BEGIN
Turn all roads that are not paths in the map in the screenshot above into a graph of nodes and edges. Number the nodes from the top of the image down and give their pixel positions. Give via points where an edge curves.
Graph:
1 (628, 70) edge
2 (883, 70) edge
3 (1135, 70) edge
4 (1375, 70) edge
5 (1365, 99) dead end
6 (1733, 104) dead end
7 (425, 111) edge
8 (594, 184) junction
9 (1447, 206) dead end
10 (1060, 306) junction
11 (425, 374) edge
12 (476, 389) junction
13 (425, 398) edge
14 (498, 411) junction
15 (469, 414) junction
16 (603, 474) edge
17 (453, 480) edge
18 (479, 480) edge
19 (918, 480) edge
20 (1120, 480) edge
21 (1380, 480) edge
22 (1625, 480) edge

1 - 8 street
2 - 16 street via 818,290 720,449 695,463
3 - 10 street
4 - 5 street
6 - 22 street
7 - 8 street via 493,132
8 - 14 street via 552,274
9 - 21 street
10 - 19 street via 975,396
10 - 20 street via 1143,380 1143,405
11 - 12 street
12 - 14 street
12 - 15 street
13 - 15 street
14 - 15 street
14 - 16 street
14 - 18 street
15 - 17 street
END
PROBLEM DETAILS: Every word in the records must appear in your copy exactly as it does above.

EXPECTED ANSWER:
Turn all roads that are not paths in the map in the screenshot above into a graph of nodes and edges. Number the nodes from the top of the image down and give their pixel positions. Give via points where an edge curves.
Graph:
1 (628, 70) edge
2 (883, 70) edge
3 (1135, 70) edge
4 (1375, 70) edge
5 (1365, 99) dead end
6 (1733, 104) dead end
7 (425, 111) edge
8 (594, 184) junction
9 (1447, 206) dead end
10 (1060, 306) junction
11 (425, 374) edge
12 (476, 389) junction
13 (425, 398) edge
14 (498, 411) junction
15 (469, 414) junction
16 (603, 474) edge
17 (453, 480) edge
18 (479, 480) edge
19 (918, 480) edge
20 (1120, 480) edge
21 (1380, 480) edge
22 (1625, 480) edge

1 - 8 street
2 - 16 street via 818,290 720,449 695,463
3 - 10 street
4 - 5 street
6 - 22 street
7 - 8 street via 493,132
8 - 14 street via 552,274
9 - 21 street
10 - 19 street via 975,396
10 - 20 street via 1143,380 1143,405
11 - 12 street
12 - 14 street
12 - 15 street
13 - 15 street
14 - 15 street
14 - 16 street
14 - 18 street
15 - 17 street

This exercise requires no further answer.